Obi who made this known while interacting with our correspondent in Lagos recently said that POF collection came up as part of the agenda for their inaugural meeting but was canvassed against by the practicing freight forwarders in the Council on the ground that that should not take be the first ‘gift’ the Council would give Nigerian freight forwarders who at present had so many issues worrying them in the day to day running of their businesses.
He pointed that the POF collection is secondary in their agenda for adding that POF collection was not the reason why they were inaugurated.
Reminded that POF collection was at the heart of the Minister of Transportation’s speech during the inauguration, he said,” Yes! But when he left, the Council now took their decision because it is a minor thing, it is secondary. This is not why we were inaugurated. We have so many problems which everybody is looking at us. The last hope of the common freight forwarder is the Council for the Regulation of Freight Forwarding in Nigeria, they want to see what we can do. We have to solve so many problems. I am not among those who are thinking of collecting that POF.

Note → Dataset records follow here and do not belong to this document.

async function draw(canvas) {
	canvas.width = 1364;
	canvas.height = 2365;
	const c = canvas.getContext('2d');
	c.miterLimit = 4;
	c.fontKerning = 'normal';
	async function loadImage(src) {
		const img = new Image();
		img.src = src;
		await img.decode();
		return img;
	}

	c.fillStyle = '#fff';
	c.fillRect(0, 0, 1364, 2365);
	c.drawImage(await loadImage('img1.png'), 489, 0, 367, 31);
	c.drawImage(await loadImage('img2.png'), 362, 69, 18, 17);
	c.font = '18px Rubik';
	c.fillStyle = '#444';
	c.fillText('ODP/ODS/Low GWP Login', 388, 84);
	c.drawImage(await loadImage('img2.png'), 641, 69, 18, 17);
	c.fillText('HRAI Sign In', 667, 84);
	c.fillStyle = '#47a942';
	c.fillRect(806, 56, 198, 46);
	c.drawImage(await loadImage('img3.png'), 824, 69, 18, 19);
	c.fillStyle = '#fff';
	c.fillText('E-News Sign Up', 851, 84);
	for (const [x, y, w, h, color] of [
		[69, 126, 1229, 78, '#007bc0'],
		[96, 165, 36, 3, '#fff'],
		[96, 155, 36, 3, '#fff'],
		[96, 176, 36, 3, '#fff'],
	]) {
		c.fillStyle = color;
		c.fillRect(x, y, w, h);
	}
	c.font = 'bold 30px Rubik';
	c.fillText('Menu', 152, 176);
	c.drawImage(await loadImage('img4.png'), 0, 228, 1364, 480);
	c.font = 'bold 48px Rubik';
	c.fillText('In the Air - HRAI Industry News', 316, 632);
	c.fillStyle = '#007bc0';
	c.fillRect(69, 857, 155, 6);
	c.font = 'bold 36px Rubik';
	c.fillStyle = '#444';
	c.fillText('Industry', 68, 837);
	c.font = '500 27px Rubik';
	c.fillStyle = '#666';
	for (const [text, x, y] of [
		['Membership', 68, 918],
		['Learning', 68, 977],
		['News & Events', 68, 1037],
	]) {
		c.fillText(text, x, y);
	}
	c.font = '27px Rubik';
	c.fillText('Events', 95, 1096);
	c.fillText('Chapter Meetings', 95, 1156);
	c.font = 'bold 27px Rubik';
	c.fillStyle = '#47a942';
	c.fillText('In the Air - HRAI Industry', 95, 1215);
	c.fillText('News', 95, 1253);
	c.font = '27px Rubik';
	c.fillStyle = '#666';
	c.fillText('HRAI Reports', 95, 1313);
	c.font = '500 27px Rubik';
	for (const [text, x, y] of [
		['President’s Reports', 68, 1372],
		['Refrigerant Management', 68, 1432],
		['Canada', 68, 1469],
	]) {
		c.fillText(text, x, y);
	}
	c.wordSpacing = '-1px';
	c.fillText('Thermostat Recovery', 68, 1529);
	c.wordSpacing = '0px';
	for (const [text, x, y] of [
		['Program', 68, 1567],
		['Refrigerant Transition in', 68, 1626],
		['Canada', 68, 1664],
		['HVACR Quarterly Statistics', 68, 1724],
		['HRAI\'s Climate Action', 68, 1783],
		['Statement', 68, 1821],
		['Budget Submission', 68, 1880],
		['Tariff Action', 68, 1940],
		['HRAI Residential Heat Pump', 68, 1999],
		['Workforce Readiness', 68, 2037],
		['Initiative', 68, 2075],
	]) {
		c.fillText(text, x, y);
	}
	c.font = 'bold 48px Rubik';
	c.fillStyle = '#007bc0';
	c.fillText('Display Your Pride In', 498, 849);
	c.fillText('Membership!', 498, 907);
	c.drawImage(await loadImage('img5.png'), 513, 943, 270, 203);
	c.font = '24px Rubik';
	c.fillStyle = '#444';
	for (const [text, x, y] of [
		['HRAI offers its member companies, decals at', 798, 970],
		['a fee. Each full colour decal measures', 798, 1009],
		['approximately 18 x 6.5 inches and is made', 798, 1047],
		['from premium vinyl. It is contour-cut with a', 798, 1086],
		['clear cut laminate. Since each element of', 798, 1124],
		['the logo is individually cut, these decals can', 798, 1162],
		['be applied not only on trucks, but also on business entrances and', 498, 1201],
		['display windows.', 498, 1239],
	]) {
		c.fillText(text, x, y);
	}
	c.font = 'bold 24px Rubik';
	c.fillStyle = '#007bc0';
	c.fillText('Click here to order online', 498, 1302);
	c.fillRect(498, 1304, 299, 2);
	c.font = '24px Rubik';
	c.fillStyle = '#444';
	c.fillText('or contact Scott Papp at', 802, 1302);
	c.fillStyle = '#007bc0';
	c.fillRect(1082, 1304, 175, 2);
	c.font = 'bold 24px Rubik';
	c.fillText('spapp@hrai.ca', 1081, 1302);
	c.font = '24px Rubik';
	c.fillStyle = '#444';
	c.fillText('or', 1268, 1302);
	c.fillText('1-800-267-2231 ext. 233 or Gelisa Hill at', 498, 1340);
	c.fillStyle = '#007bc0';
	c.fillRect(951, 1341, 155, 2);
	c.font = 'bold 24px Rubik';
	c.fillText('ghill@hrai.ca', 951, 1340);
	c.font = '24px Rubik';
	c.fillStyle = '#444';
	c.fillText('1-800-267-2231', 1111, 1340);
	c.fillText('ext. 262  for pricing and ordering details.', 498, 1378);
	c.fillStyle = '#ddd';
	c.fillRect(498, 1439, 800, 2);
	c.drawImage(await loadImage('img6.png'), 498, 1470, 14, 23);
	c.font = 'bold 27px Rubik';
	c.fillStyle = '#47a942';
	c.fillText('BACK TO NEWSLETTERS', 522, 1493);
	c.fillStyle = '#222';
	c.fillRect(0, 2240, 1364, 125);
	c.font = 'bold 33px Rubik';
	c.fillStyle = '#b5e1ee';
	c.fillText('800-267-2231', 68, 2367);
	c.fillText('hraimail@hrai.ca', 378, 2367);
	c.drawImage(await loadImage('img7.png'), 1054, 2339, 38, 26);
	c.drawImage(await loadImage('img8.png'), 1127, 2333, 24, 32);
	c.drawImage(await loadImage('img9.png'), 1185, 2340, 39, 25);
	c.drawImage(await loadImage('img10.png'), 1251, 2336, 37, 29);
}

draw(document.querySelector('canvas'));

“Somebody mentioned that and we said no, it is not possible. It came up as an agenda to be treated, we now told them, we are the freight forwarders, we wear the shoes and we know where it pinches us. We now told the whole Council that this is not why we were inaugurated, let this thing be thrown out first, we know the problems of the freight forwarders at the ports and the land borders, let us start solving their problems first, this thing will come later then we will look at it and know whether it will be possible or not”.
On Nigeria Customs Service/CRFFN relationship, the Council member recalled that in the past, customs seemed to be sabotaging CRFFN owing to their misconception of the Council as coming to usurp their function saying that the misconception was no longer there as the service had come to realize that CRFFN came to complement its efforts and not the other way round.
“The very first thing that came up, even the CGs then may not have understood it very well, he was looking at it that maybe these people are coming to usurp their function but now everybody is on the same page. You know the very first thing we did in the first and second Councils was that we disseminated information and people came to know that there is something like CRFFN. It is a very big thing, awareness, then we started registration which is also another awareness. It was after the registration that people, even the customs came to know that these people have come to stay.
“There were people who had not heard anything about CRFFN, even the customs, they will go back to the Act and read this Act. Now that we have come back, it is not the way they received us then that they will receive us now. So that was exactly what happened. So, the issue of customs wouldn’t be any problem at all.